Dans cette affaire, une chambre de commerce et d’industrie avait fait édifier, en qualité de promoteur, un groupe d’immeubles, qu’elle a vendu par lots en l’état futur d’achèvement. Le syndicat des copropriétaires a autorisé des travaux dans un local commercial lui appartenant et situé au rez-de-chaussée d’un des bâtiments. Des travaux entraînant la suppression de toutes les cloisons intérieures du local réaménagé ont été réalisés.
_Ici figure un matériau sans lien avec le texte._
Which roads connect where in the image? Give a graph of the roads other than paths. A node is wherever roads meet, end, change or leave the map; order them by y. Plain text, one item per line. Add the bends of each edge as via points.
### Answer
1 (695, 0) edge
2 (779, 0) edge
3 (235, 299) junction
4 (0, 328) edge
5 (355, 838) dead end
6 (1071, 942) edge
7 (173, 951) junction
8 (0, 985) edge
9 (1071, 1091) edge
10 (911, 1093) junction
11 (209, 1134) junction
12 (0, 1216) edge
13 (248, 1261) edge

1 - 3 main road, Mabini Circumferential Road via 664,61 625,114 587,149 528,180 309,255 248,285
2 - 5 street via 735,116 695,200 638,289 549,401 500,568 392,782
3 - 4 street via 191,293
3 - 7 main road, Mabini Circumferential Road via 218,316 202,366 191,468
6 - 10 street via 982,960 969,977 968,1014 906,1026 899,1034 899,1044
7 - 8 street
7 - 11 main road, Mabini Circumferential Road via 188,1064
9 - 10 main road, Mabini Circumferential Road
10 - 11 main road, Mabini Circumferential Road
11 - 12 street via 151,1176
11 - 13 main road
Des fissures étant apparues par la suite, le syndicat a, après expertise, assigné la chambre de commerce et d’industrie et la société qui était bureau d’études techniques lors de la construction de l’immeuble, qui a mis en cause la société chargée du contrôle technique. L’assureur de la chambre de commerce est intervenu volontairement à l’instance.

 

En cause d’appel, la société constituant le bureau d’études techniques (BET) a été condamnée à indemniser le syndicat, au motif que le professionnel avait commis une faute lourde tellement grave qu’elle devait être qualifiée de dolosive.

 

Cette solution ne convainc pas la Haute juridiction qui censure l’arrêt en énonçant la solution précitée.

 

La troisième chambre civile estime, de manière constante, que le constructeur est, nonobstant la forclusion décennale, contractuellement tenu à l’égard du maître de l’ouvrage de sa faute dolosive lorsque, de propos délibéré, même sans intention de nuire, il viole, par dissimulation ou par fraude, ses obligations contractuelles (v. Cass. civ. 3, 5 janvier 2017, n° 15-22.772, FS-P+B N° Lexbase : A4806S3E, Cass. civ. 3, 27 juin 2001, n° 99-21.017 N° Lexbase : A7017C8E, Cass. civ. 3, 27 mars 2013, n° 12-13.840, FS-P+B N° Lexbase : A2686KB4). Dans un arrêt du 8 septembre 2009, elle offrait une conception relativement souple de la notion de dol puisque, concernant l’installation d’une cheminée dans une maison à ossature bois, réalisée dans des circonstances «calamiteuses» et incorrectes, elle a retenu que le constructeur n’ayant pas pris les précautions élémentaires dans toute construction de cheminée, avait commis, de manière délibérée, une faute dolosive de nature à engager sa responsabilité contractuelle (Cass. civ. 3, 8 septembre 2009, n° 08-17.336, F-P+B N° Lexbase : A8977EKP). Invoquant cette notion de «précautions élémentaires», elle est toutefois revenue en 2017, à une appréciation plus stricte de cette faute dolosive. Elle a en effet estimé, s’agissant de travaux de gros œuvres sous-traités, que ne constituait pas une faute dolosive du constructeur de nature à engager sa responsabilité contractuelle, la circonstance qu'il n'a pas pris les précautions élémentaires pour surveiller l'exécution des travaux qu'il a sous-traités (Cass. civ. 3, 5 janvier 2017, n° 15-22.772, FS-P+B, préc.).

 

Dans son arrêt rendu le 12 juillet 2018, la troisième chambre civile censure la cour d’appel qui, pour retenir une faute dolosive, avait relevé, notamment, les éléments suivants :

 

- défauts majeurs sur le plancher ;

- caractéristiques techniques du béton faibles, proches de la valeur minimale imposée ;

- plans d’armatures non-conformes entraînant un déficit en armature de 83 % ;

- qualité du béton à la limite de l’acceptable (selon les dires de l’expert) ; 

- ampleur «considérable» du déficit de ferraillage du béton armé.

 

Tous ces éléments n’ont pas, selon la Cour, suffi à caractériser une faute dolosive de la part du constructeur (cf. l’Ouvrage «Responsabilité civile» N° Lexbase : E4478ETZ).